Especially in the developing world, but also here in the U.S.for the pimp running a brothel, pregnancies mean money lost and must be dealt with through abortion so the girl can get back to work. This equates to steady customers for the neighborhood abortion clinic, many of which have been documented not only to cover up the crimes against these sex slaves, but even to advise the abuser how to run his business. Last year, FRC explored in greater depth the connection between abortion providers to human trafficking here in the US in a webcast (viewable here). The results were shocking. Victims of modern day slavery are in need of real support not found in abortion clinics.
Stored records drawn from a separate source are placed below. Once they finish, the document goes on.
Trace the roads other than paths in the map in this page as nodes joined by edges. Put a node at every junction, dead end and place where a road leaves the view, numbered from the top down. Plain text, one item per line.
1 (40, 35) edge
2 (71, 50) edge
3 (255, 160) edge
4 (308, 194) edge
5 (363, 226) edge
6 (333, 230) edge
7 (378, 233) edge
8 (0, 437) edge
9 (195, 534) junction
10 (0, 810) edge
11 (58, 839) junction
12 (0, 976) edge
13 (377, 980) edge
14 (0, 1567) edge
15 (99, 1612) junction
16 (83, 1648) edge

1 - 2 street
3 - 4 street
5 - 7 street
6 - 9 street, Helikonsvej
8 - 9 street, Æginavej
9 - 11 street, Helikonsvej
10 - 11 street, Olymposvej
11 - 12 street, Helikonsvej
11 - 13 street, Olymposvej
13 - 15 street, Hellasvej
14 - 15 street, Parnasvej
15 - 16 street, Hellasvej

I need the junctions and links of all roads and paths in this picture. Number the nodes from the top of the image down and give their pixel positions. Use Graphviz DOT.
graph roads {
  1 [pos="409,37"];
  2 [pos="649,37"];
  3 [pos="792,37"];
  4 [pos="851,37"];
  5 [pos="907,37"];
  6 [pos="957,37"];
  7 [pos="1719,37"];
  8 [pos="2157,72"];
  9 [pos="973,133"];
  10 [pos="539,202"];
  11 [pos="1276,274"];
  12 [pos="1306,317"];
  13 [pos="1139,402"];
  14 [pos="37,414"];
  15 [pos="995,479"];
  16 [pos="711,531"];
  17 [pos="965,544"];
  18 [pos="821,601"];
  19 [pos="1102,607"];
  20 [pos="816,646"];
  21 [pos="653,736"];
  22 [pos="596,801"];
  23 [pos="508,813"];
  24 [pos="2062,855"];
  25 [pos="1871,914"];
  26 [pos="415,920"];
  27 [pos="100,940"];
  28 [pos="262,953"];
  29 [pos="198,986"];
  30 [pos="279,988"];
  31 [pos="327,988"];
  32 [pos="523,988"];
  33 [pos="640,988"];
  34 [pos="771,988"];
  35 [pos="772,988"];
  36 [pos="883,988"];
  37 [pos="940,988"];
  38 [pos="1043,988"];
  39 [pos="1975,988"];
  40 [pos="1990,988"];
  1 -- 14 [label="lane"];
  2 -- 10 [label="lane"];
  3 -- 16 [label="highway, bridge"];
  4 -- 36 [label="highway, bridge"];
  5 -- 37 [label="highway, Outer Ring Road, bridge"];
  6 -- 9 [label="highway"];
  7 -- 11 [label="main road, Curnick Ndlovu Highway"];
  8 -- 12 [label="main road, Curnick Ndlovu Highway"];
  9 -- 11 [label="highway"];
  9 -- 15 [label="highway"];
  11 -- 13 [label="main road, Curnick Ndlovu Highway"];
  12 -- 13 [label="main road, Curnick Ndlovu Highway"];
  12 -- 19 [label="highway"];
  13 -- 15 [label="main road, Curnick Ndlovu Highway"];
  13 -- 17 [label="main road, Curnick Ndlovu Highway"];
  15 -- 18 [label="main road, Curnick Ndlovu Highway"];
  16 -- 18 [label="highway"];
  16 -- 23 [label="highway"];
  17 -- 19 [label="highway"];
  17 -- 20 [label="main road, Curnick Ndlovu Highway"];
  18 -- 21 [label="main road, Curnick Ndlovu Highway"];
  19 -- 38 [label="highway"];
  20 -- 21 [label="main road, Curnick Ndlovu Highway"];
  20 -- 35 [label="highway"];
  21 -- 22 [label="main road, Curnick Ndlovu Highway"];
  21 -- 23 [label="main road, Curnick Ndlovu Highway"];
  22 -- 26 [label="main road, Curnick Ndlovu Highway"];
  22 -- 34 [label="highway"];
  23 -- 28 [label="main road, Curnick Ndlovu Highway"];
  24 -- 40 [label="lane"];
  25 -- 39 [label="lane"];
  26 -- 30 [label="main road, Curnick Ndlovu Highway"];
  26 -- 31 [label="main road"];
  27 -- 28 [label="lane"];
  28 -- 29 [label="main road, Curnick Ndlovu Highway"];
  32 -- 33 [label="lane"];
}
The problem of human trafficking is not limited to poor countries or the urban areas of the developing world. It happens here at home, as well. In light of that, many state governments have taken steps to fight human trafficking and support victims at the local level. At least 68 bills combating human trafficking have been introduced in 26 states this year. Fourteen of those have already passed into law and three more are awaiting governors signatures. One of those three is Ohios HB262. It is a broad-scale bill encompassing increased penalties for human traffickers, greater education for officers and those at risk for trafficking, and increased support measures for victims of human trafficking. The bill passed the legislature on June 20th and is awaiting action by Buckeye state Governor Kasich.
Our country should continue to take action to help victims of modern day slavery by engaging in the legislative process, supporting involved ministries, working internationally through State Department advocacy and diplomacy, and certainly through our prayers. We must not allow abortion to be the modern day slave master.